Khmer Chicken Spring Roll

Khmer Chicken is a dish made of a whole chicken stuffed with a mixture of ground rice, bean sprouts, green onions, and Chinese chili. This dish is prepared in many ways in Cambodia, but we prefer the way of using Khmer Chicken as a spring roll.

I got a few requests for this recipe, and since it’s quite popular, I thought I’d post it.  This is one of my favorite spring rolls because they’re relatively easy to make, they’re  light   (as far as spring rolls goes), and they have a nice crunchy texture. This is probably the easiest version you can make, though there are other versions you can make with different vegetables.

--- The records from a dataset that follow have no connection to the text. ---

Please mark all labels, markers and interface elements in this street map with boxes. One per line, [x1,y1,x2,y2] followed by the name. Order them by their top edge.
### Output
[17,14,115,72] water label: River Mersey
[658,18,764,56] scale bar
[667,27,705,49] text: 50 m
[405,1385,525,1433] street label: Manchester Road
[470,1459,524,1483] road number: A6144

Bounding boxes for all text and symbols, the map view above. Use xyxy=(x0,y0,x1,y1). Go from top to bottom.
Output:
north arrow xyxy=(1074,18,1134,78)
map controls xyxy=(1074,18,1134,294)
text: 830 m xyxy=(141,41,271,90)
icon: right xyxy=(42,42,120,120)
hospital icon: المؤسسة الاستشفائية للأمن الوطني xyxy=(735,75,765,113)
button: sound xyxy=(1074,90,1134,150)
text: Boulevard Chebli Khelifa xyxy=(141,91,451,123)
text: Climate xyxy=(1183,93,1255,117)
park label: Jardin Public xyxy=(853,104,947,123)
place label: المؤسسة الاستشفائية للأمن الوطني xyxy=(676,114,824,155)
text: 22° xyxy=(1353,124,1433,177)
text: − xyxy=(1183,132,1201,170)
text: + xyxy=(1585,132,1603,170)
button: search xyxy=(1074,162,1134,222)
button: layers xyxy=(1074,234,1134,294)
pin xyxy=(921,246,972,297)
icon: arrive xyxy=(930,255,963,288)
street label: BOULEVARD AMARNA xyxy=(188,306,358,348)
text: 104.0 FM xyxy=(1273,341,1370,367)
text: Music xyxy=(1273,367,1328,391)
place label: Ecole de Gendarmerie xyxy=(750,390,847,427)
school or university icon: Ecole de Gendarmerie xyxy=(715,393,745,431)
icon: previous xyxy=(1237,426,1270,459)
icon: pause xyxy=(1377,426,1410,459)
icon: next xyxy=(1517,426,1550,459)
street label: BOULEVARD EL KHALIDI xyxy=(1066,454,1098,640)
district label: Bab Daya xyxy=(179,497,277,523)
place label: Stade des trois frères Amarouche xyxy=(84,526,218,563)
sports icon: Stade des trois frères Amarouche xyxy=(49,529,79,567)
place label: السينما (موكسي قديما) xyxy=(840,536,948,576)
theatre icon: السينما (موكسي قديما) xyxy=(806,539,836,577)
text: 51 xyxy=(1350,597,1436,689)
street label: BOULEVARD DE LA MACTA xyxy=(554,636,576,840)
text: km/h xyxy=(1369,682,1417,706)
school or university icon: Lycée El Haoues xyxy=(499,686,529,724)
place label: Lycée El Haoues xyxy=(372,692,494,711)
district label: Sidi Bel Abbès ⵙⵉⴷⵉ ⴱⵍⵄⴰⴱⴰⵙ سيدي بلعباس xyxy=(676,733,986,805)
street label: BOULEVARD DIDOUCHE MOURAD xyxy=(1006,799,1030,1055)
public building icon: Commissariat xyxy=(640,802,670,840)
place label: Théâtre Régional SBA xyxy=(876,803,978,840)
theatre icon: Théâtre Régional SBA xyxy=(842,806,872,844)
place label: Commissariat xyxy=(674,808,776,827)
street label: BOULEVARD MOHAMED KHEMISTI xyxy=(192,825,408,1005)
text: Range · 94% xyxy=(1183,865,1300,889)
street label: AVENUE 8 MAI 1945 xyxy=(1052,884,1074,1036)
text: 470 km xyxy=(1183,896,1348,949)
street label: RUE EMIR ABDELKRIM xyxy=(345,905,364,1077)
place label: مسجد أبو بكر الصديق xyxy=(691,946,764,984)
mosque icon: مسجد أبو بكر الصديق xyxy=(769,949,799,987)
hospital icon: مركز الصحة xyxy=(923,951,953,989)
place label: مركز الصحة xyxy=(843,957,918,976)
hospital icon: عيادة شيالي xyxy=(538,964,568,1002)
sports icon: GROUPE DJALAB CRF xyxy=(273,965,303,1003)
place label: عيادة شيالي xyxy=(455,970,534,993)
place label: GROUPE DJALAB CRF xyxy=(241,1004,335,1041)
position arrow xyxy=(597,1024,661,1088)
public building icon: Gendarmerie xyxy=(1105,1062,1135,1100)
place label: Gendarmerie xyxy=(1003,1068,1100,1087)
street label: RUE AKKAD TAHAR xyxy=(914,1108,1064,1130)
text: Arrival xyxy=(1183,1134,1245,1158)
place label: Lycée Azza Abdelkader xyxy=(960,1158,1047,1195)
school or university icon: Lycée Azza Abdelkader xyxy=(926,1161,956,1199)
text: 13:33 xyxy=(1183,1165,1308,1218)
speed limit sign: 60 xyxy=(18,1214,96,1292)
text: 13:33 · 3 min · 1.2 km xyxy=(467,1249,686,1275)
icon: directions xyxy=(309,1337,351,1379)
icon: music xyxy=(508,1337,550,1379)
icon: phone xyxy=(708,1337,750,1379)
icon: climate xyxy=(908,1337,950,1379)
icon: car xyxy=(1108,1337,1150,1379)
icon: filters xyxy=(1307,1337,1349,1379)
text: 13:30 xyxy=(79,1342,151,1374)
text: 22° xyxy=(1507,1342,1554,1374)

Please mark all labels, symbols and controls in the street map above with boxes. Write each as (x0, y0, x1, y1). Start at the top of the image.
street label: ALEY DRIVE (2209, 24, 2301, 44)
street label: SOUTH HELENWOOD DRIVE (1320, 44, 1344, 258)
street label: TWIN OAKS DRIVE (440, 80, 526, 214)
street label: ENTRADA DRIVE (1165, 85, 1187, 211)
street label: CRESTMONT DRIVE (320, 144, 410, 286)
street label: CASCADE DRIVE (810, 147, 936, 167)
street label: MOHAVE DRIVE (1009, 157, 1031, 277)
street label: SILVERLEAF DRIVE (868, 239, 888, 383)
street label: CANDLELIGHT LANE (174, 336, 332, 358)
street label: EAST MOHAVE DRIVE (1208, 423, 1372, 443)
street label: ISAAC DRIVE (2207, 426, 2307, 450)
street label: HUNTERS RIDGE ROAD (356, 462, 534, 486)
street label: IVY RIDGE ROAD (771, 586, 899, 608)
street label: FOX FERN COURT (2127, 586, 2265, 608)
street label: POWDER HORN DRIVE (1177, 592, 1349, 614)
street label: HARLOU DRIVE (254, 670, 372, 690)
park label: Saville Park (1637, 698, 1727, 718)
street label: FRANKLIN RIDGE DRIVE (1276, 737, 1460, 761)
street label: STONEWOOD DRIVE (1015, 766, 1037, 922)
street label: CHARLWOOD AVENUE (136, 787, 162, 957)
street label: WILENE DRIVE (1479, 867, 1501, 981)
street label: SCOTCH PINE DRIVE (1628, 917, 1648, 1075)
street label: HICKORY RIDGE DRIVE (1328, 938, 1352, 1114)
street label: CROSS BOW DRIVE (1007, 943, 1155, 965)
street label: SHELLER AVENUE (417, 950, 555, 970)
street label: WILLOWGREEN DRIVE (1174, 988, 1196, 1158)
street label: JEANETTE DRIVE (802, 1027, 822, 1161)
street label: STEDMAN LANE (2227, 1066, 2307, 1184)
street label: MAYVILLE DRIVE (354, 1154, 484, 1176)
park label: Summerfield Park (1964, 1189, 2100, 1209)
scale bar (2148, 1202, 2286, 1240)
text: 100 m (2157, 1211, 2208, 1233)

Every March, a wave of new restaurants opens in Cambodia. Some of them are indie establishments inspired by the global foodie craze, others are mom and pop operations with a few tables, and some are fast food joints that serve cheap fast food. What they all have in common, however, are spring rolls. Except in Phnom Penh, you can’t find a spring roll that isn’t filled with meat. While that’s not unusual in America, in the land of the Khmer Empire, it’s a little shocking.. Read more about cambodian egg rolls and let us know what you think.

Khmer Chicken Spring Roll

The Khmer chicken spring roll is simple to prepare and tasty. This dish works well with ground turkey or chicken that has been freshly ground.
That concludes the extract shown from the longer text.